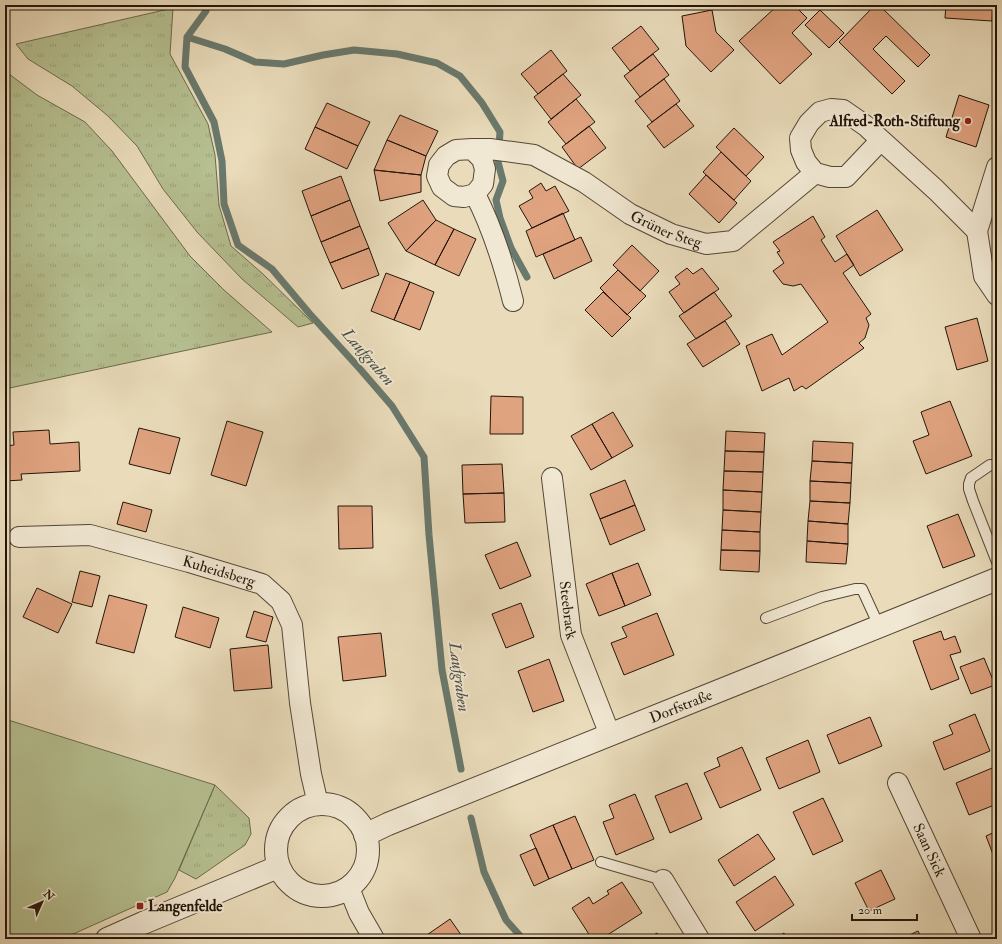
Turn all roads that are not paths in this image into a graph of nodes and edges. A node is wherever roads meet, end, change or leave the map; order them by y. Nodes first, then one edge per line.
1 (880, 140) junction
2 (481, 149) junction
3 (997, 167) edge
4 (815, 172) junction
5 (475, 194) junction
6 (977, 231) junction
7 (997, 295) edge
8 (513, 301) dead end
9 (990, 465) dead end
10 (552, 478) dead end
11 (19, 538) dead end
12 (997, 562) edge
13 (997, 579) edge
14 (766, 618) dead end
15 (879, 626) junction
16 (610, 735) junction
17 (898, 783) dead end
18 (318, 804) junction
19 (365, 835) junction
20 (601, 862) dead end
21 (278, 867) junction
22 (663, 880) joint
23 (349, 888) junction
24 (106, 939) edge
25 (374, 939) edge
26 (699, 939) edge
27 (971, 939) edge

1 - 4 street
1 - 4 street
1 - 6 street
2 - 4 street, Grüner Steg
2 - 5 street
2 - 5 street
3 - 6 street
5 - 8 street
6 - 7 street
9 - 12 lane
10 - 16 street, Steebrack
11 - 18 street, Kuheidsberg
13 - 15 street, Dorfstraße
14 - 15 lane
15 - 16 street, Dorfstraße
16 - 19 street, Dorfstraße
17 - 27 street, Saan Sick
18 - 19 street
18 - 21 street
19 - 23 street
20 - 22 lane
21 - 23 street
21 - 24 street
22 - 26 street
23 - 25 street

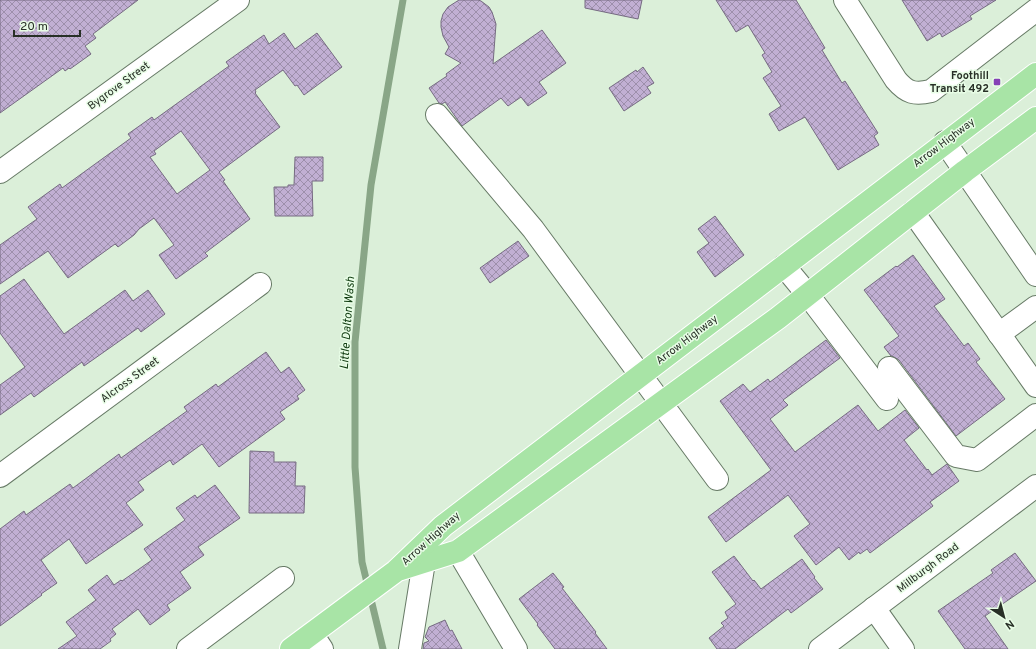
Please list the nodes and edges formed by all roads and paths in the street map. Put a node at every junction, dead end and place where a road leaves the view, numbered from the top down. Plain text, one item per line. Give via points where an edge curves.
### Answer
1 (238, 0) edge
2 (845, 0) edge
3 (1036, 10) edge
4 (1036, 74) edge
5 (437, 115) dead end
6 (1036, 118) edge
7 (945, 142) junction
8 (965, 171) junction
9 (0, 172) edge
10 (913, 212) junction
11 (784, 266) junction
12 (1036, 275) edge
13 (260, 284) dead end
14 (808, 295) junction
15 (1036, 307) edge
16 (999, 334) junction
17 (889, 368) dead end
18 (641, 375) junction
19 (1036, 386) edge
20 (887, 399) dead end
21 (661, 403) junction
22 (1036, 416) edge
23 (0, 476) edge
24 (717, 479) dead end
25 (1036, 486) edge
26 (458, 551) junction
27 (424, 562) junction
28 (396, 571) junction
29 (283, 578) dead end
30 (874, 608) junction
31 (188, 649) edge
32 (291, 649) edge
33 (410, 649) edge
34 (516, 649) edge
35 (820, 649) edge
36 (903, 649) edge

1 - 9 street, Bygrove Street
2 - 3 street via 896,80 903,88 916,93 931,91
4 - 7 main road, Arrow Highway
5 - 18 street via 533,229
6 - 8 main road, Arrow Highway
7 - 8 street
7 - 11 main road, Arrow Highway
8 - 10 main road, Arrow Highway
8 - 12 street
10 - 14 main road, Arrow Highway
10 - 16 street
11 - 14 street
11 - 18 main road, Arrow Highway
13 - 23 street, Alcross Street
14 - 20 street
14 - 21 main road, Arrow Highway
15 - 16 street
16 - 19 street
17 - 22 street via 956,456 977,460
18 - 21 street
18 - 28 main road, Arrow Highway via 443,526
21 - 24 street
21 - 26 main road, Arrow Highway
25 - 30 street, Millburgh Road
26 - 27 main road, Arrow Highway
26 - 34 street
27 - 28 main road, Arrow Highway
27 - 33 street
28 - 32 main road
29 - 31 street
30 - 35 street, Millburgh Road
30 - 36 street

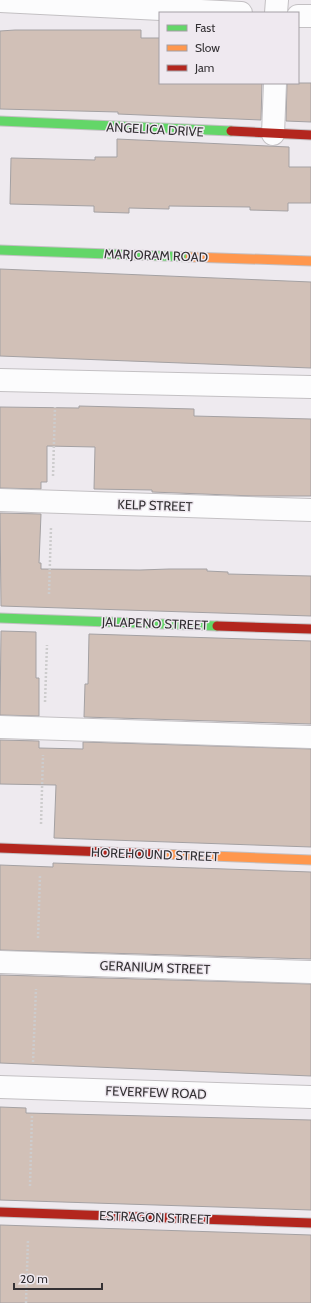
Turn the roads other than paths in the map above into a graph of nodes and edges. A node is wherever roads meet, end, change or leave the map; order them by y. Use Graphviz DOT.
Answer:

------------------------------

▶ TASK INSTRUCTIONS: All of the material above is to be copied exactly, with no pictures.

▶ EXERCISE SOLUTION:
Turn all roads that are not paths in this image into a graph of nodes and edges. A node is wherever roads meet, end, change or leave the map; order them by y. Nodes first, then one edge per line.
1 (880, 140) junction
2 (481, 149) junction
3 (997, 167) edge
4 (815, 172) junction
5 (475, 194) junction
6 (977, 231) junction
7 (997, 295) edge
8 (513, 301) dead end
9 (990, 465) dead end
10 (552, 478) dead end
11 (19, 538) dead end
12 (997, 562) edge
13 (997, 579) edge
14 (766, 618) dead end
15 (879, 626) junction
16 (610, 735) junction
17 (898, 783) dead end
18 (318, 804) junction
19 (365, 835) junction
20 (601, 862) dead end
21 (278, 867) junction
22 (663, 880) joint
23 (349, 888) junction
24 (106, 939) edge
25 (374, 939) edge
26 (699, 939) edge
27 (971, 939) edge

1 - 4 street
1 - 4 street
1 - 6 street
2 - 4 street, Grüner Steg
2 - 5 street
2 - 5 street
3 - 6 street
5 - 8 street
6 - 7 street
9 - 12 lane
10 - 16 street, Steebrack
11 - 18 street, Kuheidsberg
13 - 15 street, Dorfstraße
14 - 15 lane
15 - 16 street, Dorfstraße
16 - 19 street, Dorfstraße
17 - 27 street, Saan Sick
18 - 19 street
18 - 21 street
19 - 23 street
20 - 22 lane
21 - 23 street
21 - 24 street
22 - 26 street
23 - 25 street

Please list the nodes and edges formed by all roads and paths in the street map. Put a node at every junction, dead end and place where a road leaves the view, numbered from the top down. Plain text, one item per line. Give via points where an edge curves.
### Answer
1 (238, 0) edge
2 (845, 0) edge
3 (1036, 10) edge
4 (1036, 74) edge
5 (437, 115) dead end
6 (1036, 118) edge
7 (945, 142) junction
8 (965, 171) junction
9 (0, 172) edge
10 (913, 212) junction
11 (784, 266) junction
12 (1036, 275) edge
13 (260, 284) dead end
14 (808, 295) junction
15 (1036, 307) edge
16 (999, 334) junction
17 (889, 368) dead end
18 (641, 375) junction
19 (1036, 386) edge
20 (887, 399) dead end
21 (661, 403) junction
22 (1036, 416) edge
23 (0, 476) edge
24 (717, 479) dead end
25 (1036, 486) edge
26 (458, 551) junction
27 (424, 562) junction
28 (396, 571) junction
29 (283, 578) dead end
30 (874, 608) junction
31 (188, 649) edge
32 (291, 649) edge
33 (410, 649) edge
34 (516, 649) edge
35 (820, 649) edge
36 (903, 649) edge

1 - 9 street, Bygrove Street
2 - 3 street via 896,80 903,88 916,93 931,91
4 - 7 main road, Arrow Highway
5 - 18 street via 533,229
6 - 8 main road, Arrow Highway
7 - 8 street
7 - 11 main road, Arrow Highway
8 - 10 main road, Arrow Highway
8 - 12 street
10 - 14 main road, Arrow Highway
10 - 16 street
11 - 14 street
11 - 18 main road, Arrow Highway
13 - 23 street, Alcross Street
14 - 20 street
14 - 21 main road, Arrow Highway
15 - 16 street
16 - 19 street
17 - 22 street via 956,456 977,460
18 - 21 street
18 - 28 main road, Arrow Highway via 443,526
21 - 24 street
21 - 26 main road, Arrow Highway
25 - 30 street, Millburgh Road
26 - 27 main road, Arrow Highway
26 - 34 street
27 - 28 main road, Arrow Highway
27 - 33 street
28 - 32 main road
29 - 31 street
30 - 35 street, Millburgh Road
30 - 36 street

Turn the roads other than paths in the map above into a graph of nodes and edges. A node is wherever roads meet, end, change or leave the map; order them by y. Use Graphviz DOT.
Answer:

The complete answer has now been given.